In 2002, for instance, they reported income totaling $9.5 million and $115,000 in gifts to charity. In other years, they have given much larger amounts to their family foundation, but it has yet to disburse all of the money.

The Clintons took a tax deduction in 2004 for $2.5 million in charitable gifts, $2 million of which went to their family foundation, which as a tax-exempt nonprofit is considered a charity under the tax code. That same year, the foundation gave away just $221,000 to charitable groups, according to its tax return.

A representative of the Clintons said that when they and their foundation filed their 2007 tax returns, the records would show that all of the $3 million they gave to the foundation last year had been passed on to other charities. That will account for more than half of all the charitable donations that the foundation has made since 2001, according to a review of its tax returns.
There's nothing like writing a book wherein you make suggestions for everyone else to follow, ignoring your own suggestion, diverting the amount you do donate to a foundation you control, then taking a tax break on it.

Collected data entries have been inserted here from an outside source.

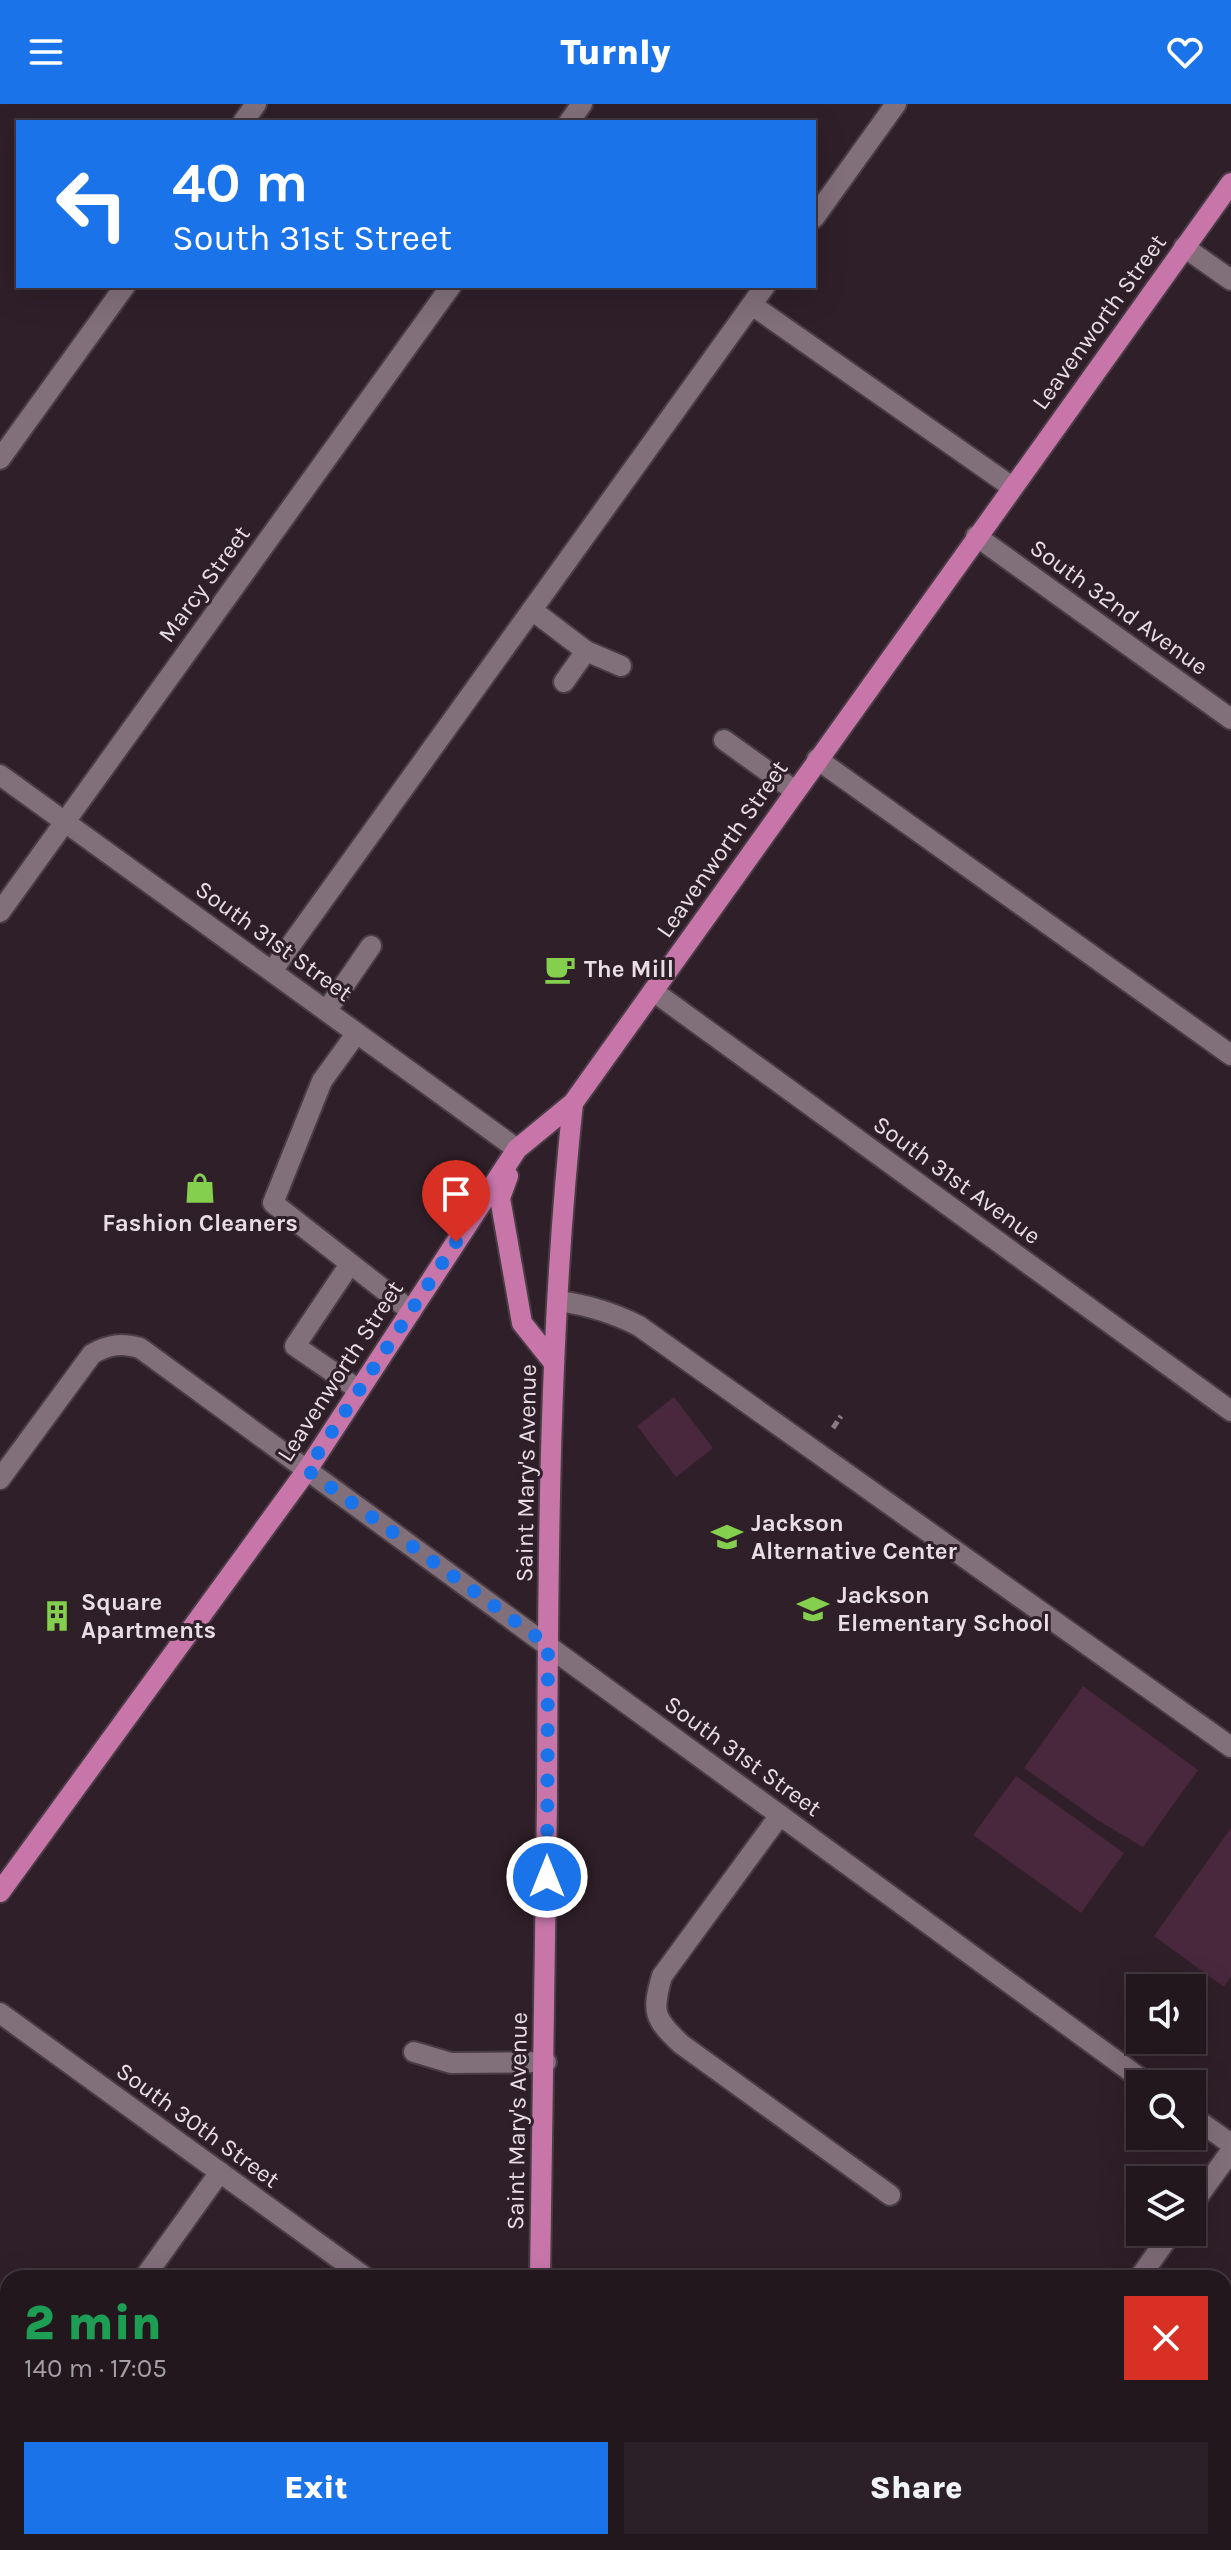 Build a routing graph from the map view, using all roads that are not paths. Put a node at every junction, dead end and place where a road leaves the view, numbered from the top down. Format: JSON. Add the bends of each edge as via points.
{"nodes":[{"id":1,"x":896,"y":104,"type":"edge"},
{"id":2,"x":1231,"y":183,"type":"edge"},
{"id":3,"x":816,"y":215,"type":"edge"},
{"id":4,"x":1184,"y":247,"type":"junction"},
{"id":5,"x":1231,"y":280,"type":"edge"},
{"id":6,"x":124,"y":288,"type":"edge"},
{"id":7,"x":450,"y":288,"type":"edge"},
{"id":8,"x":764,"y":288,"type":"edge"},
{"id":9,"x":752,"y":305,"type":"junction"},
{"id":10,"x":0,"y":459,"type":"edge"},
{"id":11,"x":1012,"y":487,"type":"junction"},
{"id":12,"x":976,"y":536,"type":"junction"},
{"id":13,"x":532,"y":610,"type":"junction"},
{"id":14,"x":586,"y":651,"type":"junction"},
{"id":15,"x":621,"y":666,"type":"dead end"},
{"id":16,"x":564,"y":682,"type":"dead end"},
{"id":17,"x":1231,"y":719,"type":"edge"},
{"id":18,"x":724,"y":740,"type":"dead end"},
{"id":19,"x":817,"y":759,"type":"junction"},
{"id":20,"x":0,"y":775,"type":"edge"},
{"id":21,"x":795,"y":791,"type":"junction"},
{"id":22,"x":65,"y":822,"type":"junction"},
{"id":23,"x":0,"y":912,"type":"edge"},
{"id":24,"x":371,"y":946,"type":"dead end"},
{"id":25,"x":272,"y":971,"type":"junction"},
{"id":26,"x":653,"y":991,"type":"junction"},
{"id":27,"x":327,"y":1010,"type":"junction"},
{"id":28,"x":356,"y":1034,"type":"junction"},
{"id":29,"x":1231,"y":1055,"type":"edge"},
{"id":30,"x":573,"y":1103,"type":"junction"},
{"id":31,"x":517,"y":1149,"type":"junction"},
{"id":32,"x":350,"y":1264,"type":"junction"},
{"id":33,"x":558,"y":1301,"type":"junction"},
{"id":34,"x":411,"y":1311,"type":"junction"},
{"id":35,"x":554,"y":1363,"type":"junction"},
{"id":36,"x":359,"y":1390,"type":"junction"},
{"id":37,"x":1231,"y":1411,"type":"edge"},
{"id":38,"x":307,"y":1470,"type":"junction"},
{"id":39,"x":0,"y":1479,"type":"edge"},
{"id":40,"x":548,"y":1645,"type":"junction"},
{"id":41,"x":1231,"y":1747,"type":"edge"},
{"id":42,"x":780,"y":1815,"type":"junction"},
{"id":43,"x":0,"y":1892,"type":"edge"},
{"id":44,"x":0,"y":2013,"type":"edge"},
{"id":45,"x":414,"y":2052,"type":"dead end"},
{"id":46,"x":546,"y":2062,"type":"junction"},
{"id":47,"x":1129,"y":2070,"type":"edge"},
{"id":48,"x":1206,"y":2126,"type":"edge"},
{"id":49,"x":1231,"y":2144,"type":"edge"},
{"id":50,"x":1231,"y":2151,"type":"edge"},
{"id":51,"x":220,"y":2172,"type":"junction"},
{"id":52,"x":1206,"y":2186,"type":"edge"},
{"id":53,"x":890,"y":2195,"type":"dead end"},
{"id":54,"x":1162,"y":2246,"type":"edge"},
{"id":55,"x":150,"y":2270,"type":"edge"},
{"id":56,"x":355,"y":2270,"type":"edge"},
{"id":57,"x":540,"y":2270,"type":"edge"},
{"id":58,"x":1145,"y":2270,"type":"edge"}],
"edges":[{"from":1,"to":3,"type":"street"},
{"from":2,"to":4,"type":"main road","name":"Leavenworth Street"},
{"from":4,"to":5,"type":"street"},
{"from":4,"to":11,"type":"main road","name":"Leavenworth Street"},
{"from":6,"to":10,"type":"street"},
{"from":7,"to":22,"type":"street","name":"Marcy Street"},
{"from":8,"to":9,"type":"street"},
{"from":9,"to":11,"type":"street"},
{"from":9,"to":13,"type":"street"},
{"from":11,"to":12,"type":"main road","name":"Leavenworth Street"},
{"from":12,"to":17,"type":"street","name":"South 32nd Avenue"},
{"from":12,"to":19,"type":"main road","name":"Leavenworth Street"},
{"from":13,"to":14,"type":"street"},
{"from":13,"to":25,"type":"street"},
{"from":14,"to":15,"type":"street"},
{"from":14,"to":16,"type":"street"},
{"from":18,"to":21,"type":"street"},
{"from":19,"to":21,"type":"main road","name":"Leavenworth Street"},
{"from":19,"to":29,"type":"street"},
{"from":20,"to":22,"type":"street","name":"South 31st Street"},
{"from":21,"to":26,"type":"main road","name":"Leavenworth Street"},
{"from":22,"to":23,"type":"street","name":"Marcy Street"},
{"from":22,"to":25,"type":"street","name":"South 31st Street"},
{"from":24,"to":27,"type":"street"},
{"from":25,"to":27,"type":"street","name":"South 31st Street"},
{"from":26,"to":30,"type":"main road","name":"Leavenworth Street"},
{"from":26,"to":37,"type":"street","name":"South 31st Avenue"},
{"from":27,"to":28,"type":"street","name":"South 31st Street"},
{"from":28,"to":31,"type":"street","name":"South 31st Street"},
{"from":28,"to":32,"type":"street","via":[[322,1081],[273,1203]]},
{"from":30,"to":31,"type":"main road","name":"Leavenworth Street"},
{"from":30,"to":33,"type":"main road","name":"Saint Mary's Avenue"},
{"from":31,"to":34,"type":"main road","name":"Leavenworth Street"},
{"from":31,"to":35,"type":"main road","via":[[500,1198],[522,1323]]},
{"from":32,"to":34,"type":"street"},
{"from":32,"to":36,"type":"street","via":[[295,1346]]},
{"from":33,"to":35,"type":"main road","name":"Saint Mary's Avenue"},
{"from":33,"to":41,"type":"street","via":[[613,1313],[639,1326]]},
{"from":34,"to":36,"type":"main road","name":"Leavenworth Street"},
{"from":35,"to":40,"type":"main road","name":"Saint Mary's Avenue"},
{"from":36,"to":38,"type":"main road","name":"Leavenworth Street"},
{"from":38,"to":39,"type":"street","name":"South 31st Street","via":[[140,1348],[124,1344],[92,1354]]},
{"from":38,"to":40,"type":"street","name":"South 31st Street"},
{"from":38,"to":43,"type":"main road","name":"Leavenworth Street"},
{"from":40,"to":42,"type":"street","name":"South 31st Street"},
{"from":40,"to":46,"type":"main road","name":"Saint Mary's Avenue"},
{"from":42,"to":47,"type":"street","name":"South 31st Street"},
{"from":42,"to":53,"type":"street","via":[[662,1976],[654,2004],[663,2027],[681,2044]]},
{"from":44,"to":51,"type":"street","name":"South 30th Street"},
{"from":45,"to":46,"type":"street","via":[[451,2063]]},
{"from":46,"to":57,"type":"main road","name":"Saint Mary's Avenue"},
{"from":48,"to":49,"type":"street"},
{"from":50,"to":52,"type":"street"},
{"from":51,"to":55,"type":"street"},
{"from":51,"to":56,"type":"street","name":"South 30th Street"},
{"from":54,"to":58,"type":"street"}]}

Ah, the Clintons. No one quite does it like they do.

Fixing the national disgrace

Last week, I told you about a report that documents the worsening national disgrace that is this country's education system:

Seventeen of the nation's 50 largest cities had high school graduation rates lower than 50 percent, according to a report released Tuesday ... The report also found that about half of the students served by public school systems in the nation's largest cities receive diplomas.

I said earlier this week that public schools in Urban America have been on a downhill spiral for many years, and that maybe this report is the sobering reality check this country needs to stop playing politics with education.

I promised you more on this issue in my column yesterday; unfortunately, I didn't have room to hit on it. I was going to say that everything about the way our country does school should be up for debate -- everything. That includes, but is by no means limited to:

  • The tax structure we have relied on to fund it;
  • Our assumptions about student readiness;
  • How homeschooling and private schools, which embrace alternative educational philosophies successfully, can be viewed as a complement to public schools and as another option for students whose talents and abilities may not be best served by traditional public education strategies;
  • The availability of and access to supplemental services and programs that complement what goes on in the classroom;
  • Curriculum development and management, and how and whether it's relevant to today's job market;
  • Parent involvement;
  • How behavior expectations and discipline procedures can be made clearer and implemented more consistently;
  • Teacher training, recruitment, salary and retention policies (yes, performance-based policies, too);
  • The use of standardized tests to gauge students' progress, and even the development of those tests themselves;
  • The concept of social promotion, and how what we may preserve in the short term in social esteem is superseded by what it costs the student in educational advancement; and
  • Assumptions about college versus vocational and technical training.

This is by no means an exhaustive list of things that should be considered -- and reconsidered -- as the public education system in this country is remade. Nothing should be sacrosanct; nothing should be above examination as we seek to make American education all it should be.

We owe nothing less to the young Americans who are depending on us to make it right.